Хургин взглянул на девушку вопросительно.
– Как-то вы так это сказали… – Он помедлил, пытаясь подыскать нужное слово. Не нашел. – Не очень вам это нравится, да?
– А вам бы понравилось? Ходить за ней – удовольствия мало. Горшок туда, горшок сюда. Родители-то не хотят этим заниматься.
– А вы, значит, сознательность проявляете.
– Мне квартира нужна, – засмеялась непонятливости собеседника девушка. – Родители говорят: хочешь жить отдельно – иди доглядывать бабку. Помрет – квартира твоя будет. Вот я и отрабатываю будущие квадратные метры.
Хургин, и прежде мрачный, посмурнел лицом еще больше.
– Прощайте! – сказал поспешно.
– Всего хорошего. Жалко, что ничем не смогли помочь.
Глава 35
Дома здесь стояли только по одной стороне улицы, выстроились ровненько в ряд, отгородившись от дороги невысокими заборами. Он шел по противоположной стороне, не вдоль заборов, боялся тревожить собак, которые хоть и не очень часто, но все-таки попадались. За железной калиткой заметил огромного пса, когда приходил сюда накануне днем. Слева от него тянулся огромный пустырь – он заканчивался далеко-далеко, упираясь в железнодорожную ветку. Он видел, как прошел в ночи далекий поезд, луч его прожектора казался сверкающим стержнем, протыкающим вязкую грязь темноты.
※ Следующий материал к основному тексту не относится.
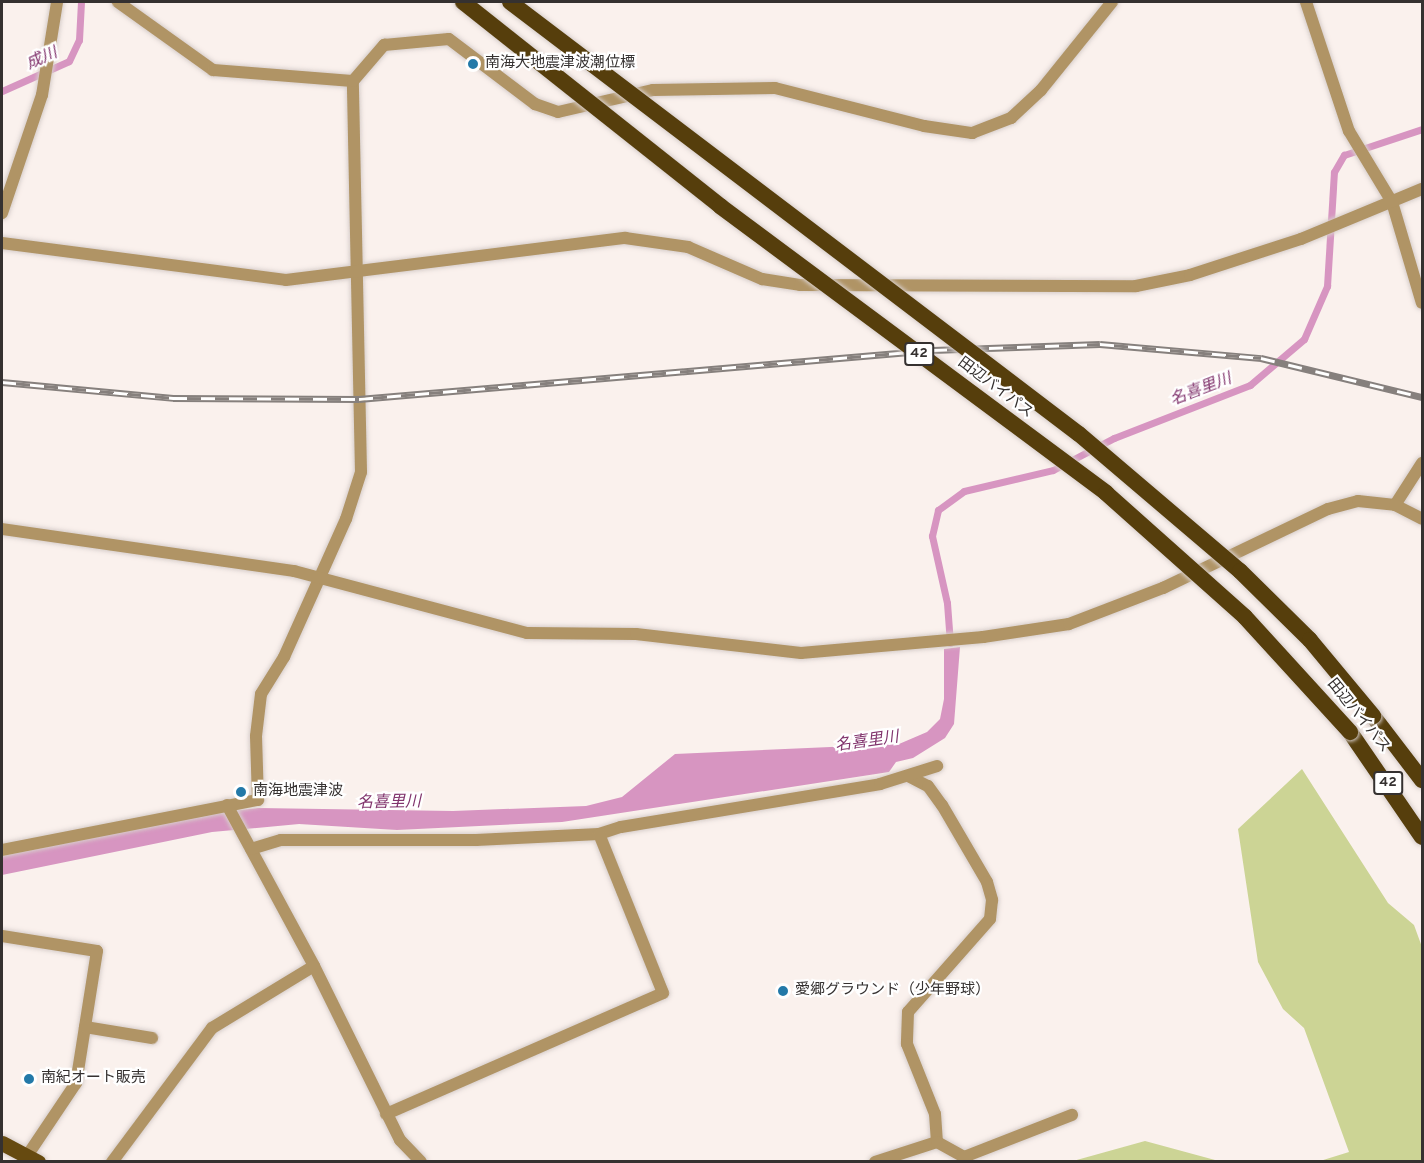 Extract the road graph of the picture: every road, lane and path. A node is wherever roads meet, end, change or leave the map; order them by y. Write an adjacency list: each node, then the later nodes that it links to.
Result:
1 (57, 2): 10 (street)
2 (118, 2): 7 (street)
3 (463, 2): 24 (highway, 田辺バイパス / 42, bridge)
4 (510, 2): 21 (highway, 田辺バイパス / 42, bridge)
5 (1112, 2): 7 (street)
6 (1306, 2): 9 (street)
7 (353, 81): 12 (street)
8 (1422, 189): 9 (street)
9 (1392, 202): 12 (street); 13 (street)
10 (2, 213)
11 (2, 243): 12 (street)
12 (357, 270): 18 (street)
13 (1422, 303)
14 (1422, 463): 15 (street)
15 (1395, 505): 16 (street); 18 (street)
16 (1422, 519)
17 (2, 529): 18 (street)
18 (320, 577): 22 (street)
19 (937, 766): 20 (street)
20 (910, 777): 23 (street); 33 (street)
21 (1422, 780)
22 (229, 808): 25 (street); 26 (street)
23 (599, 834): 25 (street); 31 (street)
24 (1422, 837)
25 (249, 845): 28 (street)
26 (2, 850)
27 (2, 936): 29 (street)
28 (314, 966): 31 (street); 36 (street)
29 (85, 1027): 30 (street); 35 (street)
30 (152, 1038)
31 (386, 1114): 37 (street)
32 (1072, 1115): 33 (street)
33 (937, 1142): 38 (street)
34 (2, 1143): 35 (main road)
35 (32, 1159)
36 (112, 1161)
37 (421, 1161)
38 (875, 1161)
Он дошел до перекрестка, который приметил еще накануне днем, и сразу за ним, через один двор, был тот самый дом. Он перешел наконец улицу и замер, прижавшись к забору. Тишина. Далеко за пустырем торопливо простучала колесами электричка. Открыв скрипучую калитку, он проник во двор. Из всей живности, как он знал, здесь была одна кошка, ее-то можно не опасаться. По-хозяйски обошел двор кругом и оказался у ведущей в дом двери. Толкнул ее легонько, она немного поддалась, но только и всего. Он понял, что дверь заперта изнутри на щеколду. Придется тогда воспользоваться окном. Он обошел вокруг дома, но очень скоро убедился, что и с окном у него ничего не получится. Рамы законопачены – их, похоже, не открывали никогда, и вряд ли удастся поддеть створку ножом. Ему показалось, что старуха глухая. Ей всегда громко кричали на ухо, он сам это видел. Она вряд ли услышит что-то. Вернулся к двери и с силой ударил в нее ногой. Щеколда с треском отскочила, дверь распахнулась настежь, открыв темное и пропахшее старостью нутро дома, и он поспешно вошел внутрь, это была летняя веранда, он торопливо миновал се и теперь очутился в комнате. Расположения комнат в доме он совершенно не знал и, чтобы сориентироваться, замер на пороге, вслушиваясь. Старуха, похоже, ничего не услышала. И с улицы не доносилось никаких звуков.